A National Hockey League (NHL) confirmou uma mudança nos repasses financeiros direcionados aos atletas, com a suspensão das deduções salariais destinadas ao fundo de garantia da organização. A alteração ocorreu em janeiro de 2025 e, agora, após a liga registrar um volume de arrecadação superior aos salários, os jogadores receberão um bônus recorde de US$ 170 milhões.
O valor configura a maior compensação financeira extra já registrada na liga, representando um acréscimo de 5,5% sobre o salário base de cada membro das equipes. As quantias serão definidas com exatidão nos próximos meses, após a conclusão da auditoria contábil e a revisão dos balanços por parte do sindicato dos atletas.
A devolução dos recursos beneficia os maiores salários do hóquei norte-americano. O atacante Leon Draisaitl, que joga pelo Edmonton Oilers, por exemplo, tem o maior salário da NHL e receberá um bônus de aproximadamente US$ 910 mil.
O retorno financeiro é consequência do aumento de faturamento para a NHL. A liga alcançou uma receita de US$ 6,8 bilhões, consequência da alta taxa de ocupação nas arenas ao longo do ano e os mais de 75 acordos de patrocínios.
A avaliação média de uma franquia da NHL saltou 108% em um período de três anos, atingindo US$ 2,1 bilhões, um desempenho que supera o crescimento registrado em ligas como NBA, NFL e MLB.
Nos próximos anos, a previsão é que o faturamento seja ainda maior.
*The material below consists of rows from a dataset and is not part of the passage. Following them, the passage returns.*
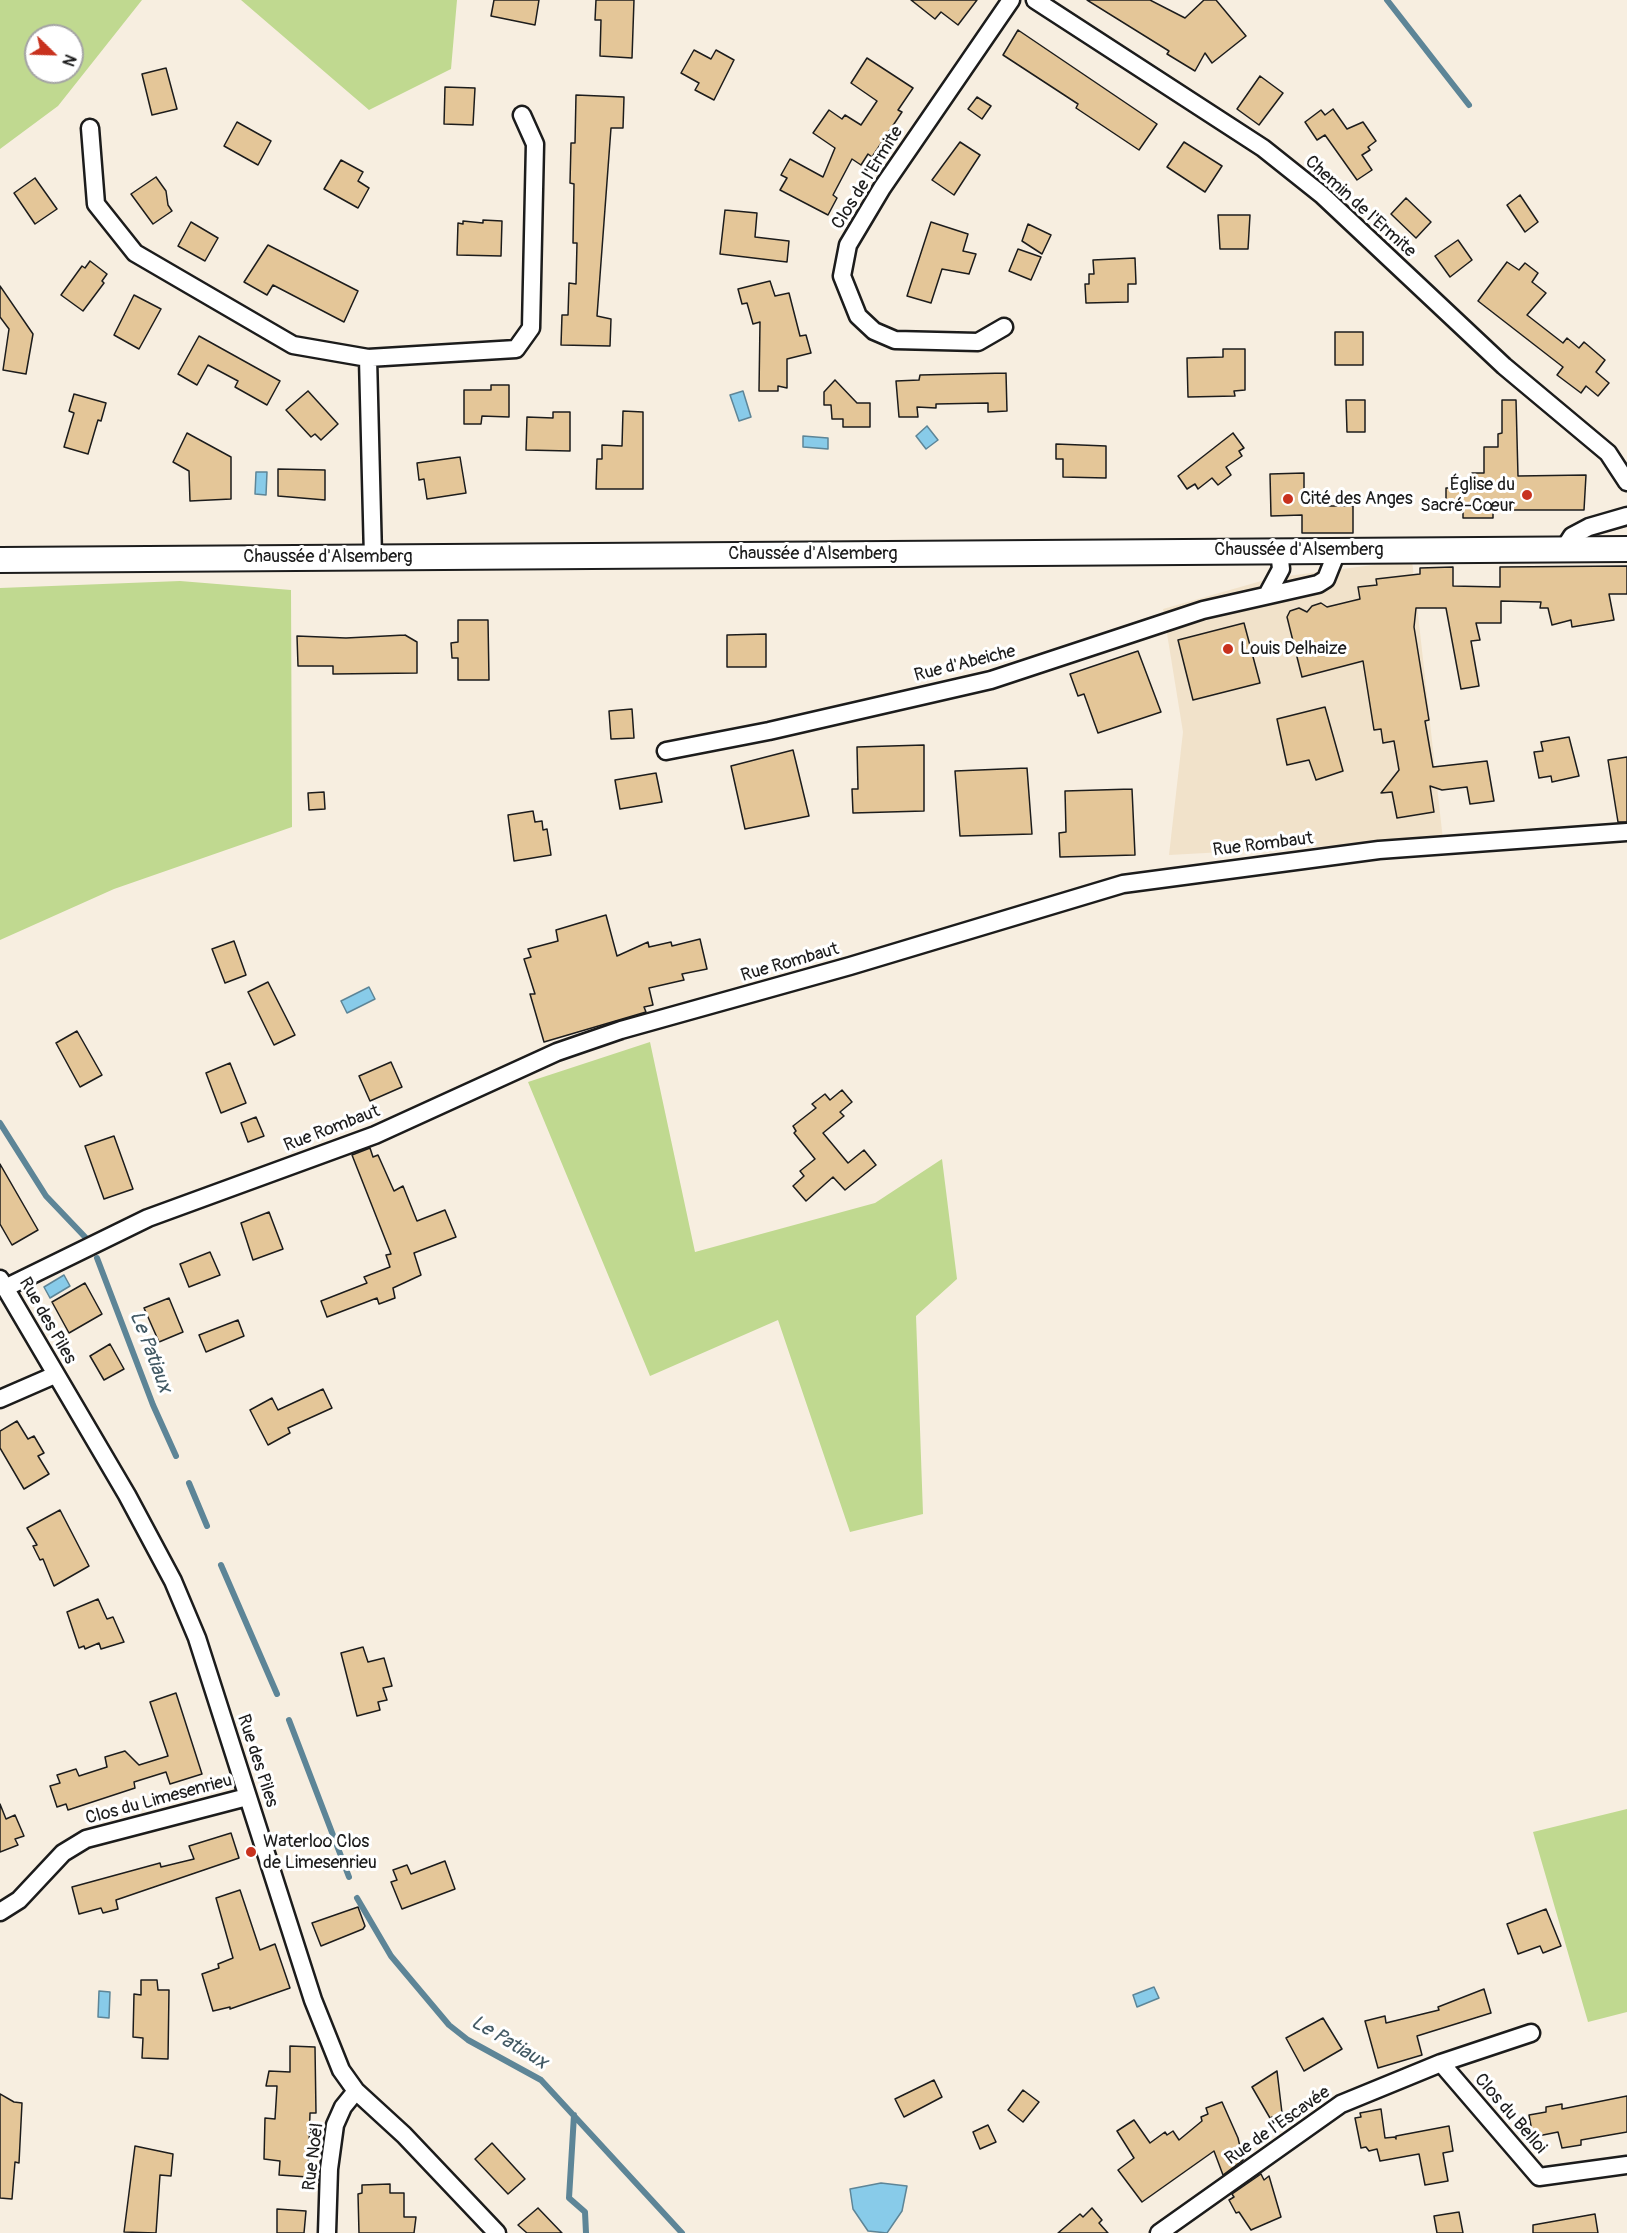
<!DOCTYPE html>
<meta charset="utf-8">
<style>
body{margin:0}
#map{position:relative;width:1627px;height:2233px;overflow:hidden;background:#f7eee0;font-family:Pangolin,sans-serif}
canvas{display:block}
.north{position:absolute;left:24px;top:24px;width:60px;height:60px;box-sizing:border-box;background:#fff;border:2px solid #a4a4a4;border-radius:50%;rotate:113deg;font-size:16px;font-weight:700;line-height:24px;text-align:center;color:#1c1c1c}
.north::after{content:'';display:block;margin:auto;width:21px;height:27px;background:#c8321e;clip-path:polygon(50% 0,100% 100%,50% 72%,0 100%)}
</style>
<div id="map">
<canvas width="1627" height="2233"></canvas>
<div class="north">N</div>
</div>
<script>
const c = document.querySelector('canvas').getContext('2d');
c.lineJoin = 'round';
function fillPath(path, color) { c.fillStyle = color; c.fill(path, 'evenodd'); }
const toPath = rows => new Path2D(rows.map(r => 'M' + r).join(''));
function stroke(path, color, width, dash) { c.strokeStyle = color; c.lineWidth = width; c.lineCap = dash ? 'butt' : 'round'; c.setLineDash(dash || []); c.stroke(path); }
function write(font, color, halo, rows, align = 'center') {
  c.font = font + ' Pangolin,sans-serif'; c.lineWidth = 6; c.setLineDash([]); c.textBaseline = 'middle'; c.strokeStyle = halo; c.fillStyle = color; for (const [text, x, y, turn = 0] of rows) {
    c.save(); c.translate(x, y); c.rotate((+turn || 0) * Math.PI / 180); c.textAlign = isNaN(turn) ? turn : align; if (halo) c.strokeText(text, 0, 0); c.fillText(text, 0, 0); c.restore();
  }
}
fillPath(toPath([
 [1412,560,1443,840,1169,855,1183,732,1163,609,1272,578]
]), '#f1e2ca');
fillPath(toPath([
 [0,0,142,0,58,106,0,149],
 [36,36,72,36,72,72,36,72],
 [241,0,457,0,451,69,369,110],
 [180,581,291,590,292,827,114,889,0,940,0,588],
 [650,1042,695,1252,875,1203,942,1159,957,1279,916,1316,923,1514,850,1532,778,1320,650,1376,528,1082],
 [1627,1809,1627,2012,1588,2022,1533,1832]
]), '#c0d990');
const water = toPath([
 [743,391,751,417,739,421,730,395,743,391],
 [927,426,938,440,926,449,916,436,927,426],
 [803,436,828,438,828,449,803,447,803,436],
 [256,472,267,472,266,495,255,494,256,472],
 [369,987,375,999,347,1013,341,1001,369,987],
 [64,1275,70,1286,50,1298,44,1287,64,1275],
 [1154,1987,1159,1998,1137,2007,1133,1995,1154,1987],
 [99,1991,110,1992,109,2018,98,2017,99,1991],
 [881,2183,907,2186,902,2211,887,2233,868,2231,853,2209,850,2189,881,2183]
]);
fillPath(water, '#88cbe9');
stroke(water, '#5d8597', 1.5);
stroke(toPath([
 [1387,0,1469,105],
 [0,1123,46,1196,86,1238],
 [97,1258,153,1405,176,1456],
 [189,1483,207,1526],
 [221,1565,277,1694],
 [289,1720,349,1877],
 [357,1898,391,1956,449,2025,468,2040,541,2080,682,2233],
 [574,2115,569,2198,585,2212,586,2233]
]), '#5d8597', 6);
const building = toPath([
 [494,0,539,0,535,25,491,16,494,0],
 [596,0,634,0,632,58,600,56,601,20,595,20,596,0],
 [911,0,977,0,958,25,941,12,935,19,911,0],
 [1087,0,1150,0,1185,18,1204,0,1216,0,1246,36,1212,63,1205,53,1195,71,1167,54,1169,51,1087,0],
 [1018,30,1157,124,1139,150,1076,108,1078,104,1003,55,1018,30],
 [694,50,711,59,716,50,734,60,714,100,695,90,699,83,681,73,694,50],
 [867,58,913,88,898,110,902,112,872,157,868,154,861,165,852,159,833,195,837,198,828,215,780,190,787,178,781,175,790,159,823,177,835,148,813,133,829,110,842,119,845,115,861,125,877,101,851,83,867,58],
 [166,68,177,109,152,115,142,74,166,68],
 [1260,76,1283,93,1259,125,1237,109,1260,76],
 [445,87,475,88,473,125,444,124,445,87],
 [576,95,624,97,623,128,611,128,597,316,611,319,610,346,561,345,562,315,568,315,569,283,576,284,577,243,573,243,574,184,570,183,571,143,575,143,576,95],
 [977,97,991,106,982,119,968,109,977,97],
 [1333,109,1347,129,1363,122,1376,141,1368,147,1370,150,1362,155,1372,170,1357,180,1325,135,1317,140,1305,122,1321,110,1325,115,1333,109],
 [237,122,271,141,258,165,224,146,237,122],
 [960,142,980,155,954,195,932,180,960,142],
 [1184,142,1222,166,1205,192,1167,167,1184,142],
 [341,160,363,172,358,181,369,188,358,208,324,189,341,160],
 [156,177,166,191,168,205,172,211,153,224,131,194,156,177],
 [35,178,57,209,35,224,14,193,35,178],
 [1520,195,1538,222,1525,232,1507,205,1520,195],
 [1406,198,1431,222,1416,238,1391,214,1406,198],
 [725,210,757,213,755,237,789,241,787,262,720,254,725,210],
 [1218,215,1250,215,1248,249,1220,249,1218,215],
 [483,220,502,221,501,256,457,255,458,223,463,224,463,221,483,223,483,220],
 [191,222,218,238,205,261,178,246,191,222],
 [931,222,968,234,963,251,976,254,969,274,942,269,931,303,907,296,931,222],
 [1028,224,1051,235,1042,254,1022,241,1028,224],
 [1458,240,1472,260,1450,277,1435,256,1458,240],
 [268,245,358,291,344,322,273,285,267,295,244,282,268,245],
 [1018,249,1041,257,1031,280,1009,271,1018,249],
 [1135,258,1136,284,1128,284,1128,302,1086,303,1085,284,1089,284,1089,274,1094,274,1093,260,1135,258],
 [90,261,107,274,102,281,104,283,83,311,61,295,82,266,85,268,90,261],
 [1507,262,1519,270,1525,263,1538,273,1532,282,1546,293,1527,315,1563,343,1567,338,1579,348,1584,342,1605,360,1596,372,1609,383,1598,396,1586,386,1581,393,1557,375,1563,367,1478,301,1507,262],
 [770,281,775,296,789,293,800,336,806,335,811,353,787,359,787,388,778,386,778,391,759,391,760,322,753,324,747,303,742,304,738,289,770,281],
 [0,286,33,334,26,374,3,370,9,329,0,317,0,286],
 [134,295,161,309,139,349,114,335,134,295],
 [1335,332,1363,332,1363,365,1335,365,1335,332],
 [199,336,280,381,267,405,235,387,238,381,208,365,197,385,178,374,199,336],
 [1223,349,1245,349,1245,390,1234,391,1235,396,1188,397,1187,358,1223,357,1223,349],
 [1006,373,1007,411,988,412,988,403,936,404,936,408,917,407,918,417,899,417,896,381,919,380,920,375,1006,373],
 [835,380,857,403,870,403,870,427,843,427,843,419,832,419,831,405,824,405,824,392,835,380],
 [491,385,509,385,509,417,482,416,481,424,464,424,464,390,491,390,491,385],
 [308,391,338,424,321,440,315,434,311,437,286,410,308,391],
 [74,394,106,403,101,421,98,420,88,454,64,447,74,413,69,411,74,394],
 [1346,400,1365,400,1365,432,1347,432,1346,400],
 [1502,400,1516,400,1518,476,1586,475,1584,510,1493,510,1493,518,1463,518,1463,503,1446,504,1446,488,1461,488,1461,484,1472,482,1472,473,1484,473,1484,447,1498,447,1498,434,1502,433,1502,400],
 [623,411,643,412,643,489,596,489,597,459,602,459,602,445,622,446,623,411],
 [553,412,570,412,570,451,526,450,527,417,553,418,553,412],
 [187,433,231,457,231,499,190,501,189,471,173,462,187,433],
 [1233,433,1244,448,1239,451,1242,456,1226,467,1231,475,1218,485,1212,478,1198,489,1195,484,1187,489,1178,476,1233,433],
 [1056,444,1106,446,1106,478,1063,477,1063,459,1056,459,1056,444],
 [460,457,466,493,427,499,424,479,419,480,417,463,460,457],
 [278,469,325,470,325,500,278,496,278,469],
 [1304,473,1304,493,1318,493,1318,501,1328,501,1326,506,1353,506,1353,533,1302,533,1302,515,1271,516,1270,474,1304,473],
 [1627,566,1627,594,1609,594,1614,620,1572,627,1571,620,1552,625,1548,608,1540,608,1541,602,1501,601,1501,623,1476,623,1480,640,1471,641,1479,686,1461,689,1446,608,1416,608,1414,627,1429,720,1425,721,1433,767,1487,761,1494,801,1470,804,1467,787,1442,790,1430,786,1434,812,1397,818,1392,792,1381,793,1399,770,1394,741,1383,743,1381,729,1374,730,1363,661,1302,677,1287,617,1290,611,1299,608,1307,612,1312,606,1321,603,1327,607,1360,599,1358,587,1377,585,1376,579,1420,574,1420,568,1453,567,1453,586,1500,587,1500,567,1627,566],
 [458,620,488,620,489,680,458,680,458,658,452,658,451,643,458,642,458,620],
 [1244,623,1260,683,1193,700,1178,640,1244,623],
 [766,634,766,667,727,667,727,635,766,634],
 [405,635,417,642,417,673,333,674,333,666,298,666,297,636,346,638,405,635],
 [1138,651,1161,712,1098,733,1084,694,1078,696,1070,674,1138,651],
 [1325,707,1343,771,1316,780,1309,760,1287,765,1277,719,1325,707],
 [632,709,634,738,611,739,609,711,632,709],
 [1569,737,1579,776,1552,782,1551,776,1539,778,1534,752,1543,751,1541,742,1569,737],
 [924,745,924,811,853,813,852,789,858,789,857,747,924,745],
 [793,750,809,816,745,829,731,766,793,750],
 [1627,757,1627,822,1618,822,1608,760,1627,757],
 [1027,768,1032,834,960,836,955,771,1027,768],
 [656,773,662,802,620,809,615,780,656,773],
 [1132,789,1135,855,1060,857,1059,833,1066,832,1065,791,1132,789],
 [324,792,325,809,309,810,308,793,324,792],
 [533,811,535,822,542,821,543,830,547,829,551,855,514,861,508,815,533,811],
 [606,915,617,956,648,942,649,947,671,942,672,946,700,939,707,969,682,974,684,980,649,988,653,1005,644,1007,646,1012,544,1042,530,994,535,994,524,959,531,957,528,949,558,941,556,930,606,915],
 [234,941,246,975,225,983,212,949,234,941],
 [268,982,295,1035,274,1045,248,992,268,982],
 [77,1031,102,1075,80,1087,56,1043,77,1031],
 [391,1062,402,1087,370,1101,359,1076,391,1062],
 [230,1063,246,1103,221,1113,206,1073,230,1063],
 [842,1090,852,1102,840,1112,844,1116,823,1133,848,1163,864,1150,876,1165,845,1190,833,1177,806,1201,793,1186,804,1176,800,1171,815,1159,794,1133,796,1131,793,1126,816,1108,812,1104,825,1094,830,1100,842,1090],
 [256,1117,264,1136,248,1142,241,1123,256,1117],
 [114,1136,133,1189,104,1199,85,1146,114,1136],
 [370,1148,373,1157,378,1155,394,1191,403,1186,417,1221,445,1210,456,1237,414,1253,421,1275,393,1288,395,1298,379,1304,377,1298,327,1317,321,1301,367,1283,364,1277,390,1267,386,1255,391,1254,352,1155,370,1148],
 [0,1164,38,1230,12,1245,0,1224,0,1164],
 [269,1212,283,1249,253,1260,241,1223,269,1212],
 [210,1252,220,1275,189,1287,180,1264,210,1252],
 [85,1283,102,1314,69,1333,52,1302,85,1283],
 [169,1298,183,1332,159,1342,144,1308,169,1298],
 [238,1320,244,1336,206,1352,199,1335,238,1320],
 [110,1344,124,1369,104,1380,90,1356,110,1344],
 [323,1389,332,1408,288,1428,290,1433,268,1445,250,1410,272,1398,278,1410,323,1389],
 [17,1421,28,1439,34,1436,44,1453,38,1456,49,1474,24,1489,0,1448,0,1431,17,1421],
 [60,1510,89,1566,54,1586,43,1559,40,1560,33,1546,37,1545,27,1528,60,1510],
 [98,1599,107,1619,113,1617,124,1642,101,1649,99,1643,85,1649,84,1646,79,1648,67,1612,98,1599],
 [363,1647,368,1662,384,1658,392,1686,383,1688,387,1700,378,1702,380,1710,357,1716,341,1653,363,1647],
 [176,1693,202,1774,170,1784,166,1772,134,1782,135,1788,68,1810,66,1804,57,1807,50,1786,60,1783,57,1775,76,1769,79,1776,107,1767,105,1757,125,1751,139,1765,168,1756,150,1702,176,1693],
 [0,1804,6,1819,15,1815,24,1836,15,1839,18,1845,0,1852,0,1804],
 [231,1833,239,1858,116,1900,118,1909,103,1913,101,1908,79,1914,72,1887,160,1863,161,1867,194,1859,189,1846,231,1833],
 [445,1861,455,1889,402,1909,391,1882,397,1880,393,1870,407,1865,411,1874,445,1861],
 [240,1890,260,1950,275,1944,290,1988,230,2009,230,2007,213,2011,202,1974,219,1968,218,1964,233,1958,216,1898,240,1890],
 [358,1907,365,1926,363,1929,321,1946,312,1923,358,1907],
 [1546,1909,1561,1946,1543,1953,1540,1946,1518,1954,1507,1924,1546,1909],
 [141,1980,157,1980,158,1990,169,1990,168,2059,142,2058,143,2038,133,2037,134,1994,141,1995,141,1980],
 [1484,1989,1491,2013,1417,2036,1422,2055,1378,2068,1365,2021,1385,2016,1386,2023,1439,2010,1438,2007,1484,1989],
 [1323,2018,1342,2049,1304,2071,1286,2038,1323,2018],
 [290,2046,315,2047,316,2113,310,2113,308,2177,279,2175,280,2161,264,2159,265,2118,275,2119,277,2086,266,2086,269,2071,290,2072,290,2046],
 [1277,2071,1282,2113,1270,2118,1252,2087,1277,2071],
 [934,2080,942,2097,904,2117,895,2099,934,2080],
 [1023,2090,1039,2102,1023,2122,1008,2110,1023,2090],
 [0,2094,14,2102,22,2103,19,2163,15,2162,12,2199,0,2198,0,2094],
 [1627,2096,1627,2132,1581,2140,1581,2145,1562,2148,1558,2132,1533,2137,1529,2115,1546,2112,1546,2107,1562,2104,1562,2109,1627,2096],
 [1222,2102,1238,2138,1243,2160,1223,2175,1214,2151,1142,2202,1118,2170,1134,2158,1117,2131,1134,2120,1150,2143,1165,2132,1167,2135,1173,2131,1179,2140,1202,2121,1201,2117,1208,2114,1206,2108,1222,2102],
 [1381,2109,1385,2138,1395,2137,1396,2139,1396,2136,1449,2126,1453,2151,1443,2153,1448,2181,1425,2185,1419,2154,1380,2161,1377,2149,1369,2151,1366,2147,1361,2148,1355,2118,1361,2117,1360,2113,1381,2109],
 [988,2125,996,2142,980,2149,973,2132,988,2125],
 [492,2143,525,2179,508,2194,475,2159,492,2143],
 [135,2146,173,2154,171,2176,160,2175,156,2233,124,2232,135,2146],
 [1261,2174,1264,2180,1269,2176,1281,2217,1251,2230,1239,2212,1236,2213,1229,2200,1234,2197,1232,2194,1261,2174],
 [390,2184,390,2193,404,2193,404,2217,416,2217,414,2233,359,2233,358,2194,362,2193,362,2185,390,2184],
 [538,2208,562,2233,527,2233,518,2225,538,2208],
 [1092,2208,1102,2220,1099,2223,1108,2233,1058,2233,1080,2214,1083,2217,1092,2208],
 [277,2209,306,2211,304,2233,277,2233,277,2209],
 [1459,2212,1463,2233,1437,2233,1434,2216,1459,2212],
 [1595,2214,1598,2233,1533,2233,1533,2225,1595,2214]
]);
fillPath(building, '#e4c698');
stroke(building, '#1c1c1c', 1.5);
const minor = toPath([
 [1035,0,1263,148,1322,195,1504,366,1608,453,1627,482],
 [90,128,96,204,135,253,293,345,368,358,516,349,531,328,535,144,522,115],
 [1004,327,978,342,895,340,874,331,858,316,842,276,848,245,882,188,1011,0],
 [368,358,373,557],
 [1563,550,1572,536,1589,527,1627,516],
 [1267,595,1281,569,1279,550],
 [666,751,769,731,991,680,1203,610,1318,584,1326,579,1338,549],
 [0,1279,127,1495,173,1581,197,1638,313,2000,341,2070,356,2091,404,2135,497,2233],
 [5,1288,148,1218,375,1135,557,1052,621,1030,850,966,1123,884,1379,850,1627,832],
 [0,1399,55,1375],
 [0,1912,19,1900,63,1853,86,1839,247,1797],
 [1441,2063,1539,2177,1627,2165],
 [327,2233,329,2169,335,2125,343,2107,356,2091],
 [1159,2233,1341,2104,1441,2063,1531,2033]
]);
const secondary = toPath([
 [0,560,1627,549]
]);
stroke(minor, '#1c1c1c', 21);
stroke(secondary, '#1c1c1c', 28);
stroke(minor, '#fff', 16);
stroke(secondary, '#fff', 24);
for (const [x, y, r, color] of [
 [1527,495,6,"#c8321e"],
 [1288,499,6,"#c8321e"],
 [1228,649,6,"#c8321e"],
 [251,1852,6,"#c8321e"]
]) { const dot = new Path2D(); dot.arc(x, y, r, 0, 2 * Math.PI); c.fillStyle = color; c.fill(dot); stroke(dot, '#fff', 2); }
write('18px', '#1c1c1c', '#fff', [
 ["Clos de l'Ermite",868,178,-58],
 ["Chemin de l'Ermite",1360,207,42],
 ["Chaussée d'Alsemberg",1299,550],
 ["Chaussée d'Alsemberg",813,554],
 ["Chaussée d'Alsemberg",328,557],
 ["Rue d'Abeiche",965,664,-14],
 ["Rue Rombaut",1263,845,-7],
 ["Rue Rombaut",790,963,-16],
 ["Rue Rombaut",332,1129,-21],
 ["Rue des Piles",47,1321,60],
 ["Rue des Piles",257,1761,72],
 ["Clos du Limesenrieu",159,1800,-15],
 ["Clos du Belloi",1510,2114,49],
 ["Rue de l'Escavée",1278,2126,-35],
 ["Rue Noël",314,2157,-83]
]);
write('18px', '#1c1c1c', '#fff', [
 ["Église du",1515,485,"right"],
 ["Sacré-Cœur",1515,506,"right"],
 ["Cité des Anges",1300,499],
 ["Louis Delhaize",1240,649],
 ["Waterloo Clos",263,1842],
 ["de Limesenrieu",263,1863]
], 'left');
write('italic 20px', '#425964', '#fff', [
 ["Le Patiaux",150,1352,69],
 ["Le Patiaux",509,2043,31]
]);
</script>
A liga norte-americana de hóquei no gelo iniciará um novo ciclo de direitos de transmissão no Canadá, que foi vendido por US$ 7,8 bilhões, mais do que o dobro do contrato anterior.
Entenda o mecanismo
O chamado “escrow”, que pode ser entendido como um fundo de garantia, é uma das regras do Acordo Coletivo de Trabalho (CBA) seguido pela NHL. O mecanismo prevê que todas as receitas geradas pelo hóquei devem ser divididas em 50% para os donos das franquias e 50% para os jogadores.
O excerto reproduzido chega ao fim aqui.